> _Exercise instructions_
Output the data below exactly. Leave nothing out.

> _Provided information_

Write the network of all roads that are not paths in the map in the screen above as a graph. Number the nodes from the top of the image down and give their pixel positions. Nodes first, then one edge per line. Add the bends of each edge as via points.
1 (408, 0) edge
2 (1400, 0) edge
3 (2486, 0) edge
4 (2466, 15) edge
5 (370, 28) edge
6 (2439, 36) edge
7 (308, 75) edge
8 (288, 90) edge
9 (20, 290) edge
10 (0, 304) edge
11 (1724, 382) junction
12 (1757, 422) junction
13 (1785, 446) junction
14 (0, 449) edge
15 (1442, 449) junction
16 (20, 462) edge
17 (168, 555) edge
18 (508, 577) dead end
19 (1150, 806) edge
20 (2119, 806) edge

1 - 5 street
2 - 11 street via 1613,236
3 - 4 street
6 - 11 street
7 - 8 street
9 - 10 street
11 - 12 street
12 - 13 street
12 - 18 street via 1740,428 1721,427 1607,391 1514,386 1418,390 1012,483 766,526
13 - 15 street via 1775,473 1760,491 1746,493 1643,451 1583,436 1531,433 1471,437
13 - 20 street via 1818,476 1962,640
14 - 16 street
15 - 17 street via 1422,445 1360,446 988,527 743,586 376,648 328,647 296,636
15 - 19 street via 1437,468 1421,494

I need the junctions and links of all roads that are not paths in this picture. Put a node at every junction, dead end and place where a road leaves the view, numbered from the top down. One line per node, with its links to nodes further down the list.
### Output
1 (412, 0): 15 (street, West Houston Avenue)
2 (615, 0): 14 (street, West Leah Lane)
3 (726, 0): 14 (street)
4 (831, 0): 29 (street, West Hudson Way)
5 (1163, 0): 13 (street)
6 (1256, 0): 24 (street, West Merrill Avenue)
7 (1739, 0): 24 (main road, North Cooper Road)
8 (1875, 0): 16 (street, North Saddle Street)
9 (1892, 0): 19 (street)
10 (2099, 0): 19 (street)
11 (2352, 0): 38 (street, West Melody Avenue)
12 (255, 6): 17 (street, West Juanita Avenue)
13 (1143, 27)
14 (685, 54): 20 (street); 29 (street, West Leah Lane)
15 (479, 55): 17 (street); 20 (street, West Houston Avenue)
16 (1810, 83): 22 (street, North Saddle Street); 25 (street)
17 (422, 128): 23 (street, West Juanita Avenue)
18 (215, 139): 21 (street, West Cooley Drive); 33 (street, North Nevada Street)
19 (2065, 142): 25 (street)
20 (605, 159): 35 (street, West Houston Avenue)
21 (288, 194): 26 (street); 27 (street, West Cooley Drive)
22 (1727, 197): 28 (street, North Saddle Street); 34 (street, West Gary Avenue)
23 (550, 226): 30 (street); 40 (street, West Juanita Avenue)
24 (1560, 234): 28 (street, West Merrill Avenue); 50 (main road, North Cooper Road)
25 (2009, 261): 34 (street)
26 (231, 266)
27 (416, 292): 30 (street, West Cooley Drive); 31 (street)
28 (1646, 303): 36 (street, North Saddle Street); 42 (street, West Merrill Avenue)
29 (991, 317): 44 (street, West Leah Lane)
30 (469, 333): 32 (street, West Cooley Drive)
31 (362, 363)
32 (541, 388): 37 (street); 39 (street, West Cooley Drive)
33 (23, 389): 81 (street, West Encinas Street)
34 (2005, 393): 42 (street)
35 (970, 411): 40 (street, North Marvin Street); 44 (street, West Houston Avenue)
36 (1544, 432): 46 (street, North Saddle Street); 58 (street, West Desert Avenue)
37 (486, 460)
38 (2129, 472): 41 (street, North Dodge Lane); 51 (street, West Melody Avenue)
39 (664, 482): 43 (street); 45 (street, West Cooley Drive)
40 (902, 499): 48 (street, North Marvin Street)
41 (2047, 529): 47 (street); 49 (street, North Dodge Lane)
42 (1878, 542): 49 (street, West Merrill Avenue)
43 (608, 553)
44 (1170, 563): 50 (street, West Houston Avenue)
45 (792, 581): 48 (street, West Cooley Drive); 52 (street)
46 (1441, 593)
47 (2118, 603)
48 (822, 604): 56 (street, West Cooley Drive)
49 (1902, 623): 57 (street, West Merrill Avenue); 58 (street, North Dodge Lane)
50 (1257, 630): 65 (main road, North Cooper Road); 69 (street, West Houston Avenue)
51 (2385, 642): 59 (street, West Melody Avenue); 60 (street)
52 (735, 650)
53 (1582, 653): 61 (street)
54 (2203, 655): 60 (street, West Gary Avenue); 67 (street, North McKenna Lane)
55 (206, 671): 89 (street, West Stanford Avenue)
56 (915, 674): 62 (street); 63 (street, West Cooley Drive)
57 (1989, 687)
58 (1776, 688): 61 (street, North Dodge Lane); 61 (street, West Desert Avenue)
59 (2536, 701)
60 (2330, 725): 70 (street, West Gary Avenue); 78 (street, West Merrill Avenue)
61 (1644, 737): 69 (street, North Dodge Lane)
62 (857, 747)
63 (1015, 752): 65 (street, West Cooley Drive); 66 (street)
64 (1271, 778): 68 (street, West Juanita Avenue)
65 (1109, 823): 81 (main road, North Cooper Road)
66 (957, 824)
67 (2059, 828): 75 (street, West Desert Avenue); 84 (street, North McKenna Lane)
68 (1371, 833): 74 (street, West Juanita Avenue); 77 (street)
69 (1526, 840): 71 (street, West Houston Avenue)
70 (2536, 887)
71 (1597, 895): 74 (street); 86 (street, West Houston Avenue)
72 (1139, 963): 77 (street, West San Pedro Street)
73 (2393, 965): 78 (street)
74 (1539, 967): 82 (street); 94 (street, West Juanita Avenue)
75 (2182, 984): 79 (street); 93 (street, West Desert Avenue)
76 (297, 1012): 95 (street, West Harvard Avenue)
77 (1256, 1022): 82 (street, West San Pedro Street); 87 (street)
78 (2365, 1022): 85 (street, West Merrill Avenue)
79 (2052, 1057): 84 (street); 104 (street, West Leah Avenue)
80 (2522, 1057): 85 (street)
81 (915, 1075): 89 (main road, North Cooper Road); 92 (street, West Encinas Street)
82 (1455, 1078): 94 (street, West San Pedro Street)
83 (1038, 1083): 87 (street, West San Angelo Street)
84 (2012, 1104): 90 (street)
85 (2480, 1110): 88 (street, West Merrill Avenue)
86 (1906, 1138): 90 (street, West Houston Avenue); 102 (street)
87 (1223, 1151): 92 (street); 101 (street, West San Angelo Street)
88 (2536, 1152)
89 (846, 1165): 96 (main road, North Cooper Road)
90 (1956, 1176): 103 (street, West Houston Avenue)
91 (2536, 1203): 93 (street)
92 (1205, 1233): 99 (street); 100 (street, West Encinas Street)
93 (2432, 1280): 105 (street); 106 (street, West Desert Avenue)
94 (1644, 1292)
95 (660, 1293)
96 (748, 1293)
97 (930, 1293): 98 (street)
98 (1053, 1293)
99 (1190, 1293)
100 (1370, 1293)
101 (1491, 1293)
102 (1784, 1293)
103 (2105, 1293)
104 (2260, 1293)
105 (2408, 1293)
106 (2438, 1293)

> _Task solution_
Write the network of all roads that are not paths in the map in the screen above as a graph. Number the nodes from the top of the image down and give their pixel positions. Nodes first, then one edge per line. Add the bends of each edge as via points.
1 (408, 0) edge
2 (1400, 0) edge
3 (2486, 0) edge
4 (2466, 15) edge
5 (370, 28) edge
6 (2439, 36) edge
7 (308, 75) edge
8 (288, 90) edge
9 (20, 290) edge
10 (0, 304) edge
11 (1724, 382) junction
12 (1757, 422) junction
13 (1785, 446) junction
14 (0, 449) edge
15 (1442, 449) junction
16 (20, 462) edge
17 (168, 555) edge
18 (508, 577) dead end
19 (1150, 806) edge
20 (2119, 806) edge

1 - 5 street
2 - 11 street via 1613,236
3 - 4 street
6 - 11 street
7 - 8 street
9 - 10 street
11 - 12 street
12 - 13 street
12 - 18 street via 1740,428 1721,427 1607,391 1514,386 1418,390 1012,483 766,526
13 - 15 street via 1775,473 1760,491 1746,493 1643,451 1583,436 1531,433 1471,437
13 - 20 street via 1818,476 1962,640
14 - 16 street
15 - 17 street via 1422,445 1360,446 988,527 743,586 376,648 328,647 296,636
15 - 19 street via 1437,468 1421,494

I need the junctions and links of all roads that are not paths in this picture. Put a node at every junction, dead end and place where a road leaves the view, numbered from the top down. One line per node, with its links to nodes further down the list.
### Output
1 (412, 0): 15 (street, West Houston Avenue)
2 (615, 0): 14 (street, West Leah Lane)
3 (726, 0): 14 (street)
4 (831, 0): 29 (street, West Hudson Way)
5 (1163, 0): 13 (street)
6 (1256, 0): 24 (street, West Merrill Avenue)
7 (1739, 0): 24 (main road, North Cooper Road)
8 (1875, 0): 16 (street, North Saddle Street)
9 (1892, 0): 19 (street)
10 (2099, 0): 19 (street)
11 (2352, 0): 38 (street, West Melody Avenue)
12 (255, 6): 17 (street, West Juanita Avenue)
13 (1143, 27)
14 (685, 54): 20 (street); 29 (street, West Leah Lane)
15 (479, 55): 17 (street); 20 (street, West Houston Avenue)
16 (1810, 83): 22 (street, North Saddle Street); 25 (street)
17 (422, 128): 23 (street, West Juanita Avenue)
18 (215, 139): 21 (street, West Cooley Drive); 33 (street, North Nevada Street)
19 (2065, 142): 25 (street)
20 (605, 159): 35 (street, West Houston Avenue)
21 (288, 194): 26 (street); 27 (street, West Cooley Drive)
22 (1727, 197): 28 (street, North Saddle Street); 34 (street, West Gary Avenue)
23 (550, 226): 30 (street); 40 (street, West Juanita Avenue)
24 (1560, 234): 28 (street, West Merrill Avenue); 50 (main road, North Cooper Road)
25 (2009, 261): 34 (street)
26 (231, 266)
27 (416, 292): 30 (street, West Cooley Drive); 31 (street)
28 (1646, 303): 36 (street, North Saddle Street); 42 (street, West Merrill Avenue)
29 (991, 317): 44 (street, West Leah Lane)
30 (469, 333): 32 (street, West Cooley Drive)
31 (362, 363)
32 (541, 388): 37 (street); 39 (street, West Cooley Drive)
33 (23, 389): 81 (street, West Encinas Street)
34 (2005, 393): 42 (street)
35 (970, 411): 40 (street, North Marvin Street); 44 (street, West Houston Avenue)
36 (1544, 432): 46 (street, North Saddle Street); 58 (street, West Desert Avenue)
37 (486, 460)
38 (2129, 472): 41 (street, North Dodge Lane); 51 (street, West Melody Avenue)
39 (664, 482): 43 (street); 45 (street, West Cooley Drive)
40 (902, 499): 48 (street, North Marvin Street)
41 (2047, 529): 47 (street); 49 (street, North Dodge Lane)
42 (1878, 542): 49 (street, West Merrill Avenue)
43 (608, 553)
44 (1170, 563): 50 (street, West Houston Avenue)
45 (792, 581): 48 (street, West Cooley Drive); 52 (street)
46 (1441, 593)
47 (2118, 603)
48 (822, 604): 56 (street, West Cooley Drive)
49 (1902, 623): 57 (street, West Merrill Avenue); 58 (street, North Dodge Lane)
50 (1257, 630): 65 (main road, North Cooper Road); 69 (street, West Houston Avenue)
51 (2385, 642): 59 (street, West Melody Avenue); 60 (street)
52 (735, 650)
53 (1582, 653): 61 (street)
54 (2203, 655): 60 (street, West Gary Avenue); 67 (street, North McKenna Lane)
55 (206, 671): 89 (street, West Stanford Avenue)
56 (915, 674): 62 (street); 63 (street, West Cooley Drive)
57 (1989, 687)
58 (1776, 688): 61 (street, North Dodge Lane); 61 (street, West Desert Avenue)
59 (2536, 701)
60 (2330, 725): 70 (street, West Gary Avenue); 78 (street, West Merrill Avenue)
61 (1644, 737): 69 (street, North Dodge Lane)
62 (857, 747)
63 (1015, 752): 65 (street, West Cooley Drive); 66 (street)
64 (1271, 778): 68 (street, West Juanita Avenue)
65 (1109, 823): 81 (main road, North Cooper Road)
66 (957, 824)
67 (2059, 828): 75 (street, West Desert Avenue); 84 (street, North McKenna Lane)
68 (1371, 833): 74 (street, West Juanita Avenue); 77 (street)
69 (1526, 840): 71 (street, West Houston Avenue)
70 (2536, 887)
71 (1597, 895): 74 (street); 86 (street, West Houston Avenue)
72 (1139, 963): 77 (street, West San Pedro Street)
73 (2393, 965): 78 (street)
74 (1539, 967): 82 (street); 94 (street, West Juanita Avenue)
75 (2182, 984): 79 (street); 93 (street, West Desert Avenue)
76 (297, 1012): 95 (street, West Harvard Avenue)
77 (1256, 1022): 82 (street, West San Pedro Street); 87 (street)
78 (2365, 1022): 85 (street, West Merrill Avenue)
79 (2052, 1057): 84 (street); 104 (street, West Leah Avenue)
80 (2522, 1057): 85 (street)
81 (915, 1075): 89 (main road, North Cooper Road); 92 (street, West Encinas Street)
82 (1455, 1078): 94 (street, West San Pedro Street)
83 (1038, 1083): 87 (street, West San Angelo Street)
84 (2012, 1104): 90 (street)
85 (2480, 1110): 88 (street, West Merrill Avenue)
86 (1906, 1138): 90 (street, West Houston Avenue); 102 (street)
87 (1223, 1151): 92 (street); 101 (street, West San Angelo Street)
88 (2536, 1152)
89 (846, 1165): 96 (main road, North Cooper Road)
90 (1956, 1176): 103 (street, West Houston Avenue)
91 (2536, 1203): 93 (street)
92 (1205, 1233): 99 (street); 100 (street, West Encinas Street)
93 (2432, 1280): 105 (street); 106 (street, West Desert Avenue)
94 (1644, 1292)
95 (660, 1293)
96 (748, 1293)
97 (930, 1293): 98 (street)
98 (1053, 1293)
99 (1190, 1293)
100 (1370, 1293)
101 (1491, 1293)
102 (1784, 1293)
103 (2105, 1293)
104 (2260, 1293)
105 (2408, 1293)
106 (2438, 1293)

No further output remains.